- O professor Mário Sérgio Cortella afirmou que lideranças do futuro devem ser intelectualmente humildes; dúvidas, não certezas, movem a inovação.
- Em palestra no Transformation Talks, promovido pela Robert Half, ele destacou que a pior postura é parecer ter todas as respostas em um mundo em mudança rápida.
- Cortella apresentou três trilhas para liderança: generosidade mental, coerência ética e humildade intelectual, com foco em perguntar o que se ignora e ensinar o que se sabe.
- Sobre motivação e clima de trabalho, o filósofo disse que não se motiva pessoas por decreto, apenas se estimula; o estresse decorre de esforço sem sentido.

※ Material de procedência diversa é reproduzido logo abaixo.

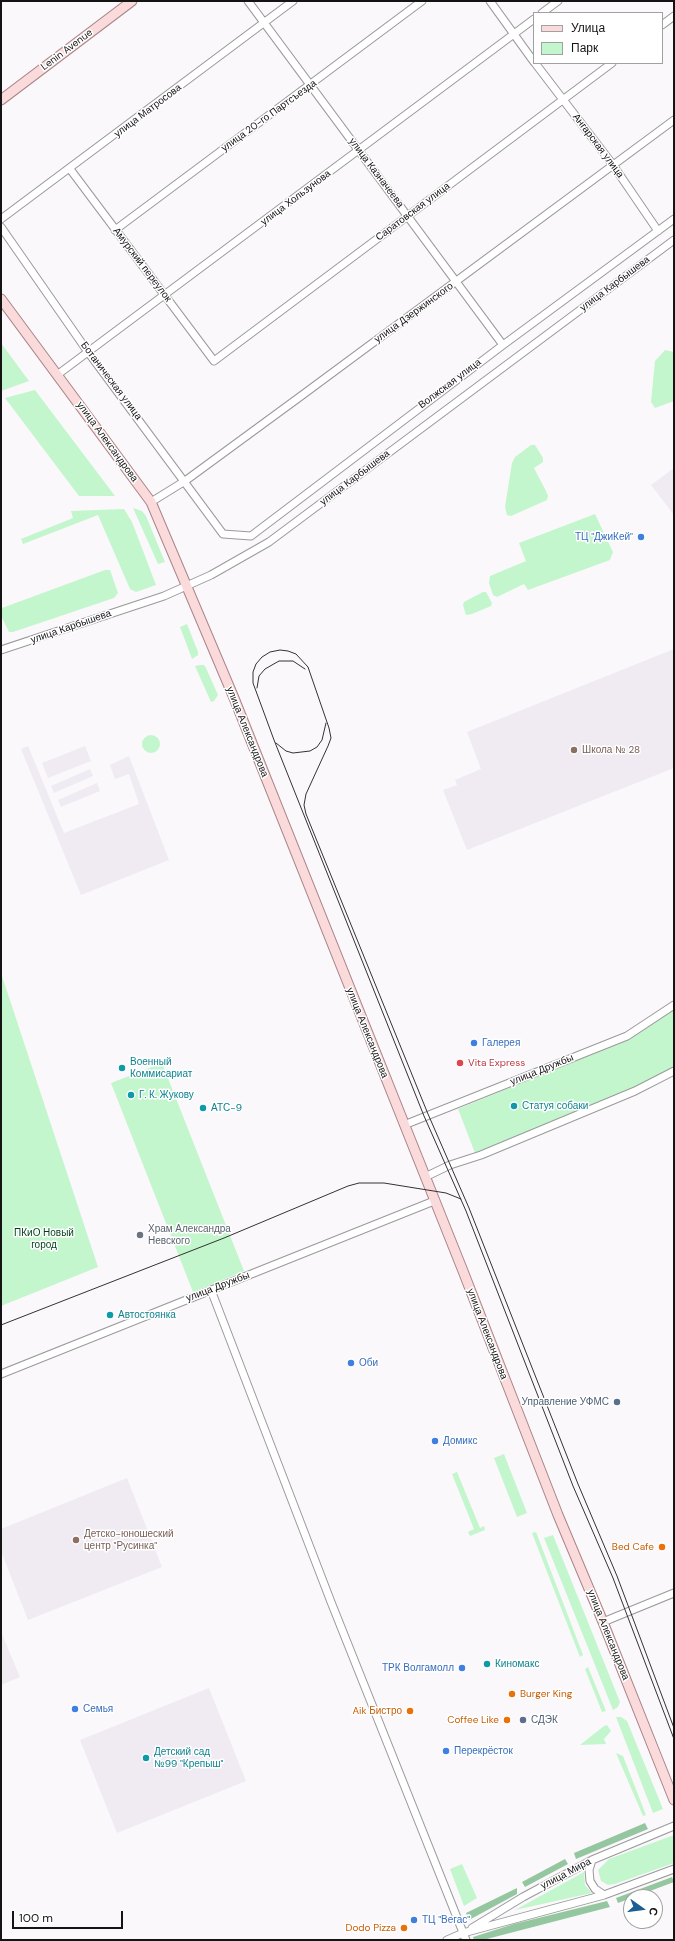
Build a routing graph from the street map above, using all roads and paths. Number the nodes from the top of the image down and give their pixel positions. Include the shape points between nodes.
1 (132, 1) edge
2 (248, 1) edge
3 (293, 1) edge
4 (422, 1) edge
5 (490, 1) edge
6 (558, 1) edge
7 (543, 12) edge
8 (674, 16) edge
9 (533, 20) edge
10 (264, 23) junction
11 (663, 24) edge
12 (514, 35) junction
13 (533, 61) edge
14 (536, 64) edge
15 (611, 64) edge
16 (311, 86) junction
17 (1, 100) edge
18 (563, 100) junction
19 (674, 120) edge
20 (360, 151) junction
21 (612, 165) junction
22 (70, 169) junction
23 (408, 216) junction
24 (1, 219) edge
25 (674, 219) edge
26 (1, 227) edge
27 (115, 230) junction
28 (658, 231) junction
29 (674, 240) edge
30 (457, 282) junction
31 (164, 295) junction
32 (1, 299) edge
33 (503, 344) junction
34 (88, 352) junction
35 (214, 361) joint
36 (57, 375) junction
37 (185, 481) junction
38 (151, 502) junction
39 (223, 534) joint
40 (186, 586) junction
41 (1, 650) edge
42 (674, 1005) edge
43 (674, 1071) edge
44 (404, 1125) junction
45 (425, 1177) junction
46 (434, 1200) junction
47 (211, 1290) junction
48 (1, 1374) edge
49 (674, 1592) edge
50 (603, 1622) junction
51 (674, 1800) edge
52 (674, 1826) edge
53 (592, 1860) junction
54 (674, 1869) edge
55 (604, 1895) junction
56 (465, 1937) edge
57 (447, 1940) edge

1 - 17 main road, Lenin Avenue
2 - 10 street, улица Казначеева
3 - 10 street, улица Матросова
4 - 16 street, улица 20-го Партсъезда
5 - 12 street, Ангарская улица
6 - 7 street
8 - 11 street
9 - 12 street, улица Хользунова
10 - 16 street, улица Казначеева
10 - 22 street, улица Матросова
12 - 13 street, Ангарская улица
12 - 20 street, улица Хользунова
14 - 18 street, Ангарская улица
15 - 18 street, Саратовская улица
16 - 20 street, улица Казначеева
16 - 27 street, улица 20-го Партсъезда
18 - 21 street, Ангарская улица
18 - 23 street, Саратовская улица
19 - 21 street, улица Дзержинского
20 - 23 street, улица Казначеева
20 - 31 street, улица Хользунова
21 - 28 street, Ангарская улица
21 - 30 street, улица Дзержинского
22 - 24 street, улица Матросова
22 - 27 street, Амурский переулок
23 - 30 street, улица Казначеева
23 - 35 street, Саратовская улица
25 - 28 street, Волжская улица
26 - 34 street, Ботаническая улица
27 - 31 street, Амурский переулок
28 - 33 street, Волжская улица
29 - 40 street, улица Карбышева via 287,529 238,560
30 - 33 street, улица Казначеева
30 - 37 street, улица Дзержинского
31 - 34 street, улица Хользунова
31 - 35 street, Амурский переулок
32 - 36 main road, улица Александрова
33 - 39 street, Волжская улица via 251,536
34 - 36 street, улица Хользунова
34 - 37 street, Ботаническая улица
36 - 38 main road, улица Александрова
37 - 38 street, улица Дзержинского
37 - 39 street, Ботаническая улица
38 - 40 main road, улица Александрова
40 - 41 street, улица Карбышева via 164,596
40 - 44 main road, улица Александрова via 234,698
42 - 44 street, улица Дружбы via 627,1036
43 - 45 street via 635,1091
44 - 45 main road, улица Александрова
45 - 46 main road, улица Александрова
46 - 47 street, улица Дружбы
46 - 50 main road, улица Александрова
47 - 48 street, улица Дружбы
47 - 56 street via 331,1602
49 - 50 street
50 - 51 main road, улица Александрова
52 - 53 street, улица Мира
53 - 55 street via 589,1870 590,1881
53 - 56 street, улица Мира via 523,1897
54 - 55 street, улица Мира
55 - 56 street, улица Мира
56 - 57 street, улица Мира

- O tema IA apareceu na conversa: ele pediu perguntas sobre quem ganha com a tecnologia e enfatizou que a convivência humana continua indispensável, com a ideia de que a colaboração entre gerações é essencial.
Mário Sérgio Cortella afirmou que lideranças devem ser intelectualmente humildes para navegar em um mercado de trabalho em rápida transformação. O professor e filósofo participou do Transformation Talks, evento promovido pela Robert Half, nesta terça-feira, 12 de maio de 2026, em São Paulo.
Segundo Cortella, a pior postura é a de líderes que acreditam ter todas as respostas. Em um cenário com guerras, disputas tarifárias, excesso de informações e mudanças aceleradas, a dúvida impulsiona a inovação. A certeza, para ele, tende a gerar repetição.
O filósofo destacou que lideranças atuais precisam menos rigidez e mais capacidade de formular perguntas relevantes. Em sua visão, clareza sobre quais dúvidas manter é tão importante quanto a tomada de decisão. A presença de dúvidas evita modelos prontos e engessados.
Liderança no cenário atual
Cortella apresentou a ideia de humildade intelectual como elemento indispensável em equipes complexas e colaborativas. A pessoa humilde reconhece limites e admite que não está sozinha na busca por conhecimento. A complexidade atual exige atuação compartilhada.
O especialista delineou três trilhas virtuososas para organizações: generosidade mental, coerência ética e humildade intelectual. Ensinar o que se sabe, praticar o que se ensina e perguntar o que se ignora são pilares citados pelo professor.
Ao responder perguntas do público, Cortella discutiu o desgaste de equipes. Para ele, é preciso diferenciar cansaço de estresse e identificar o que gera esforço sem sentido. O estresse, segundo ele, tende a piorar quando o trabalho não tem significado.
Inteligência artificial e o tempo
A IA foi tema de outra parte da conversa. O professor enfatizou que o avanço tecnológico exige perguntas constantes sobre quem se beneficia. Ferramentas digitais podem ampliar capacidades, mas não substituem a convivência presencial.
Cortella usou a metáfora da faca para indicar que a tecnologia pode servir a propósitos diferentes conforme a escolha das pessoas. Ele também comentou o choque geracional, destacando que a urgência das novas gerações pode acelerar mudanças positivas, desde que haja aprendizado mútuo entre jovens e trabalhadores mais experientes.